Your task is to work out how many lines in the data include the word "Morelos". Reply with the number alone.
*** EXTRACTED DATA Section Begins ***
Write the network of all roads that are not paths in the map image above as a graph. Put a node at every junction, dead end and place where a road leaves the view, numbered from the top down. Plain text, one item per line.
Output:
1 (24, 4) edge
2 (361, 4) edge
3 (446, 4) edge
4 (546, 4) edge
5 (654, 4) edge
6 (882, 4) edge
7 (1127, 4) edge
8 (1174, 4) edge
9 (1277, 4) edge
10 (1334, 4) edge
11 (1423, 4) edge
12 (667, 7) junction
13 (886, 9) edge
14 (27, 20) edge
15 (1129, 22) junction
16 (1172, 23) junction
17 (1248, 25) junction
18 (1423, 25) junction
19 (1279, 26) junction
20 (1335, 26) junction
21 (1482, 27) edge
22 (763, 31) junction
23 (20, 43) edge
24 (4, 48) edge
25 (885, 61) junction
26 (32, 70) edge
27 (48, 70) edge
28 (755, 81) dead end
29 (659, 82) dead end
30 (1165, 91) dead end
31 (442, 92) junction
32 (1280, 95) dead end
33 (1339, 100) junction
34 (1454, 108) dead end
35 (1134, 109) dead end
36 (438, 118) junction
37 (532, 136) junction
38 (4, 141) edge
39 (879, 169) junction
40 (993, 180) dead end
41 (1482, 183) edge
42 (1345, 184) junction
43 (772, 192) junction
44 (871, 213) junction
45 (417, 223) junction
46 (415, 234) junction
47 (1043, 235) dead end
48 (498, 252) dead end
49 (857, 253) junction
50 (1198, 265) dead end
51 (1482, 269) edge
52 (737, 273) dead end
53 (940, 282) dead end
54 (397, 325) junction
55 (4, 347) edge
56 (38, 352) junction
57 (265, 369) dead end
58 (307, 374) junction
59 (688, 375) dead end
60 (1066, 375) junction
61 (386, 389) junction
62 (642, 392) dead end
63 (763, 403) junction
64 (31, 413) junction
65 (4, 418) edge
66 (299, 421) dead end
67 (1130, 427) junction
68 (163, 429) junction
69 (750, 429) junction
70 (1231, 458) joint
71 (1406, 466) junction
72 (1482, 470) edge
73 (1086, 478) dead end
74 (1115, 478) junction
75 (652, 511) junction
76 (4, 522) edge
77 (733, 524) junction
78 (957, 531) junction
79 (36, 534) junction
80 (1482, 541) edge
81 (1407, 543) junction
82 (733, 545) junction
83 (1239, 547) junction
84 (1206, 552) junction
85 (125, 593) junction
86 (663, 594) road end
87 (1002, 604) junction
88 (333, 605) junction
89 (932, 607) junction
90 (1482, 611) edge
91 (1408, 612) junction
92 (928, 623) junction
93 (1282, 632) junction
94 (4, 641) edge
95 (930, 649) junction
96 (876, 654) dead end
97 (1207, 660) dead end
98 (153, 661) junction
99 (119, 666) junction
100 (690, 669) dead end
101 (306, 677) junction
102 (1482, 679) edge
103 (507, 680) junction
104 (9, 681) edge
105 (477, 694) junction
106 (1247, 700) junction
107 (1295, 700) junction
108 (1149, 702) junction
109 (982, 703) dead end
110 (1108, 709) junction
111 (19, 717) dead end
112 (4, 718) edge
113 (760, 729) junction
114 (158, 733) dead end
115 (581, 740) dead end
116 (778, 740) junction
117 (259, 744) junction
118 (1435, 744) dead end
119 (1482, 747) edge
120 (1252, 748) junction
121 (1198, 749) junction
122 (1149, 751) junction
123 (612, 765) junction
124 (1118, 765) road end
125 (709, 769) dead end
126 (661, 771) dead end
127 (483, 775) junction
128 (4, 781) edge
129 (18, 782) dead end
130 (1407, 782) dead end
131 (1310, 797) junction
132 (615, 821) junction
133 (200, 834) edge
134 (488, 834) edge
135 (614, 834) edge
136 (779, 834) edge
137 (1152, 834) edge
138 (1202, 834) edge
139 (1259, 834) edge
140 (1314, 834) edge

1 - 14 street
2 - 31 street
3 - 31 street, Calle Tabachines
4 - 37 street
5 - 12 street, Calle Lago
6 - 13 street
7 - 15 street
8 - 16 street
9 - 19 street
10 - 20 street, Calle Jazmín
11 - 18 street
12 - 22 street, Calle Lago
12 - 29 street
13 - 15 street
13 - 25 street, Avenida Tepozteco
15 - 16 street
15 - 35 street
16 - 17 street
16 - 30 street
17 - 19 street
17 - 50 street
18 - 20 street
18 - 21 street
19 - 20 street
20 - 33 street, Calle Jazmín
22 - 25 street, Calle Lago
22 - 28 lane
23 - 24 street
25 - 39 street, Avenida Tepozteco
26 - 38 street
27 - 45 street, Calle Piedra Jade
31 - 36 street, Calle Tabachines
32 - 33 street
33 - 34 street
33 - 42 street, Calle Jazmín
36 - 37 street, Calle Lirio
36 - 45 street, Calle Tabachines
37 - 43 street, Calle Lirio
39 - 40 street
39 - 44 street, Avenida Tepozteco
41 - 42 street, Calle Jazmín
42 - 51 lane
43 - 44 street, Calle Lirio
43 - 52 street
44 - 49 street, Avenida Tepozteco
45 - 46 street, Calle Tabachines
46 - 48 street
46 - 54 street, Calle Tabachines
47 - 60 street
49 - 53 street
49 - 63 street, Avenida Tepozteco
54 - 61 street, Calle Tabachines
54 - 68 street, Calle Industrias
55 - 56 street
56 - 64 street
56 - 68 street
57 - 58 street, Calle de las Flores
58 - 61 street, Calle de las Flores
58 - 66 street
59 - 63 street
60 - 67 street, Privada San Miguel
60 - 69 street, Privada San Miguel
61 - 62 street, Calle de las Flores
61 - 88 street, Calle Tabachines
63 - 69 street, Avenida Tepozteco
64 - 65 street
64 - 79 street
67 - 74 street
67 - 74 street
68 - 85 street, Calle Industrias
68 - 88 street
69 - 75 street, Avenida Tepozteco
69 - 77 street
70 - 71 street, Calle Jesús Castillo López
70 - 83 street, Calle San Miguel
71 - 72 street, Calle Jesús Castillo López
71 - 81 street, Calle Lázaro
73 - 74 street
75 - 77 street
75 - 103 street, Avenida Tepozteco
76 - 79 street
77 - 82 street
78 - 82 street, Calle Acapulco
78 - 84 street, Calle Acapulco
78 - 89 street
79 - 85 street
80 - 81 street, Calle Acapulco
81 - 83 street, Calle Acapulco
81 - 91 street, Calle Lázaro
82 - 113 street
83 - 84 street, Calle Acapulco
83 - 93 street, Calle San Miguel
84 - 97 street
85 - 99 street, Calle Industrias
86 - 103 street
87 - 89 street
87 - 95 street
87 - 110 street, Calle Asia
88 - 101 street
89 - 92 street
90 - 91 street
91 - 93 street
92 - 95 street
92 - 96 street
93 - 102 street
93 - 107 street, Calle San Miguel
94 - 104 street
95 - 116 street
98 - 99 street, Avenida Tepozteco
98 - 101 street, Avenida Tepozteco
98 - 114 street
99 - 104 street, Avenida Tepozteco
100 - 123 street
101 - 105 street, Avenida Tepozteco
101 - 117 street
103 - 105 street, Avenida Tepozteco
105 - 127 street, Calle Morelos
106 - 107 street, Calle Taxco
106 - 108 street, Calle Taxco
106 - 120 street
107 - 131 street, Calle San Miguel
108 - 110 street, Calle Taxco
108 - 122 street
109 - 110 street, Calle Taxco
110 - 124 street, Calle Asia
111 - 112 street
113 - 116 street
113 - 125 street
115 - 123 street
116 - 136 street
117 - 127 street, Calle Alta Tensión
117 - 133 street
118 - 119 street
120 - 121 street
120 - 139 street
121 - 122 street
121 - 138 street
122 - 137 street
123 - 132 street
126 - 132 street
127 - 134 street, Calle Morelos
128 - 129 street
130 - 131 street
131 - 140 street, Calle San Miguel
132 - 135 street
*** EXTRACTED DATA Section Ends ***
EXERCISE SOLUTION » 2